Dalam kerangka Kerangka Ekonomi Makro dan Pokok-Pokok Kebijakan Fiskal (KEM-PPKF) 2025–2029, pembangunan pembangkit listrik diprioritaskan sebagai bagian dari strategi menjaga stabilitas ekonomi dan mendorong pertumbuhan jangka panjang. Namun, Wahyu juga mengingatkan bahwa pembangunan pembangkit membutuhkan investasi besar, waktu pembangunan yang panjang, serta risiko keuangan yang tidak kecil.
Oleh karena itu, ia menekankan pentingnya
adopsi inovasi seperti smart grid, digitalisasi sistem kelistrikan, optimalisasi jaringan transmisi dan distribusi, serta kebijakan pembiayaan yang adaptif.
Wahyu juga menekankan bahwa transisi energi harus inklusif, tidak hanya menargetkan dekarbonisasi, tetapi juga memastikan akses terhadap energi yang adil, terjangkau, dan merata bagi seluruh lapisan masyarakat.

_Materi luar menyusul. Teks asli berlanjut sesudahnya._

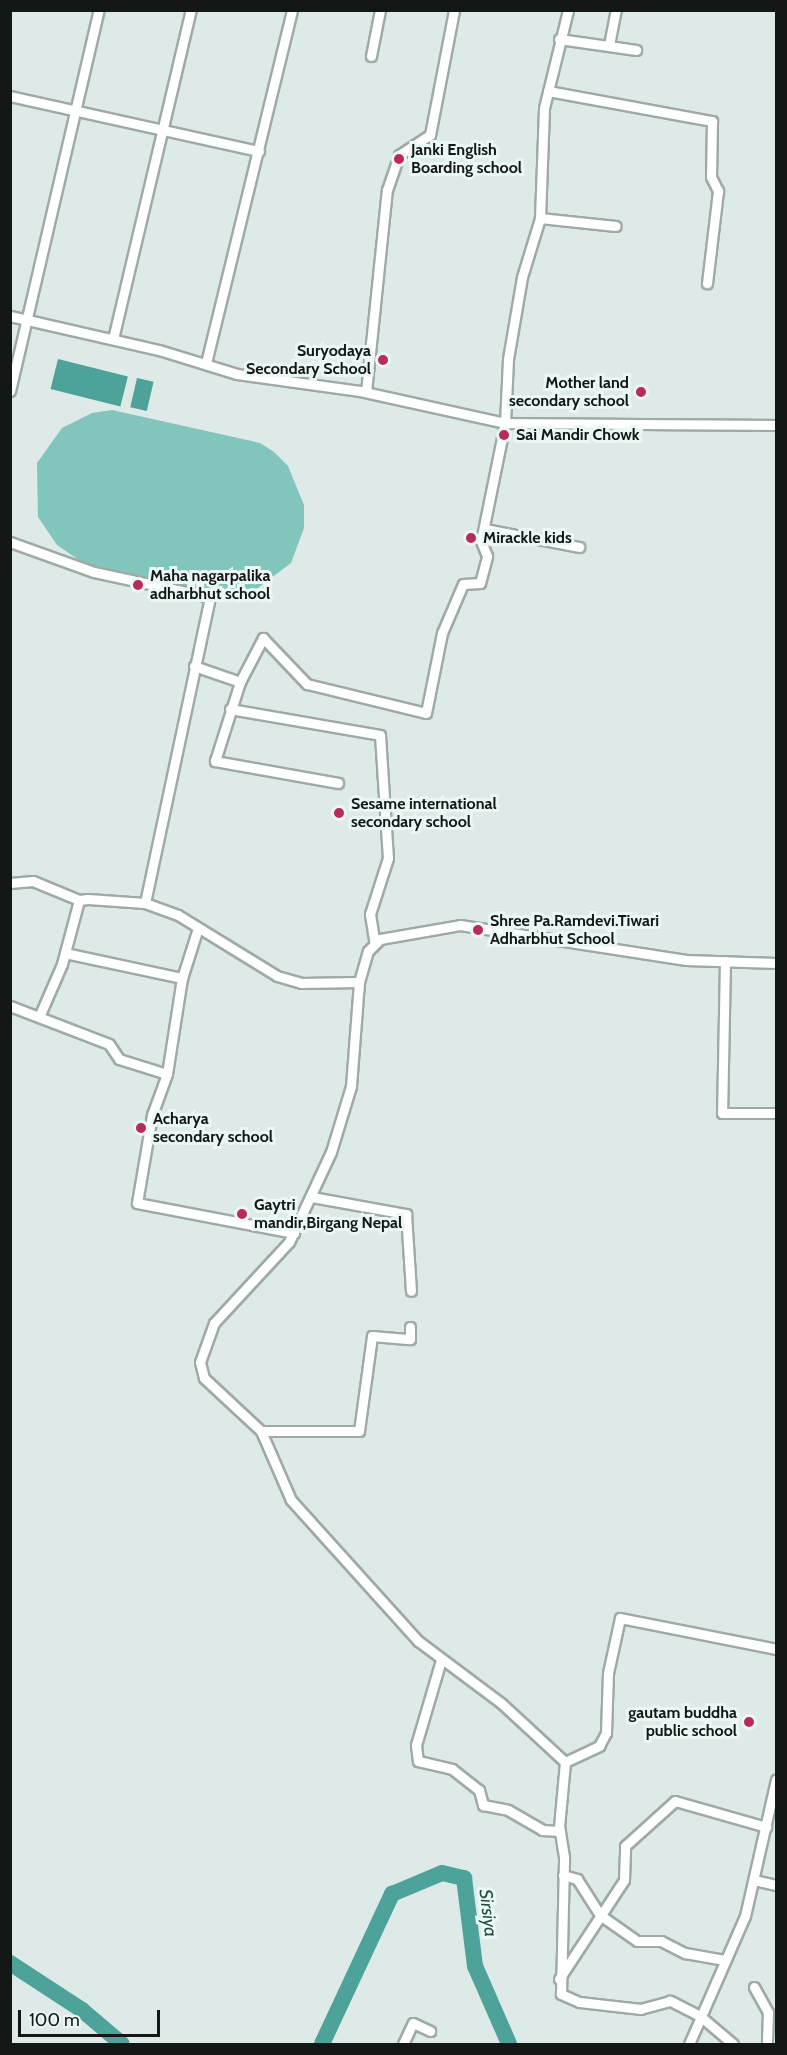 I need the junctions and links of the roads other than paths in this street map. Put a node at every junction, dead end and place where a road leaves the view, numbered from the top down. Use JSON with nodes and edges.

“Pemerintah berkomitmen menciptakan ekosistem kelistrikan yang tangguh dan berkelanjutan untuk menghadapi gejolak global,” ucapnya.
Menutup sambutannya, Wahyu mengajak pelaku industri kelistrikan untuk memperkuat kolaborasi dalam mendorong inovasi, investasi hijau, serta pengembangan kapasitas sumber daya manusia di sektor energi.
“PT PLN, swasta, dan seluruh pemangku kepentingan harus jadi motor penggerak transformasi ini. Mari kita songsong masa depan energi yang bersih, andal, dan berpihak pada keberlanjutan,” pungkasnya.
Ajang IBEA 2025 sendiri menjadi wadah penting dalam mengapresiasi pencapaian pelaku industri ketenagalistrikan nasional yang terus berinovasi di tengah tantangan energi global.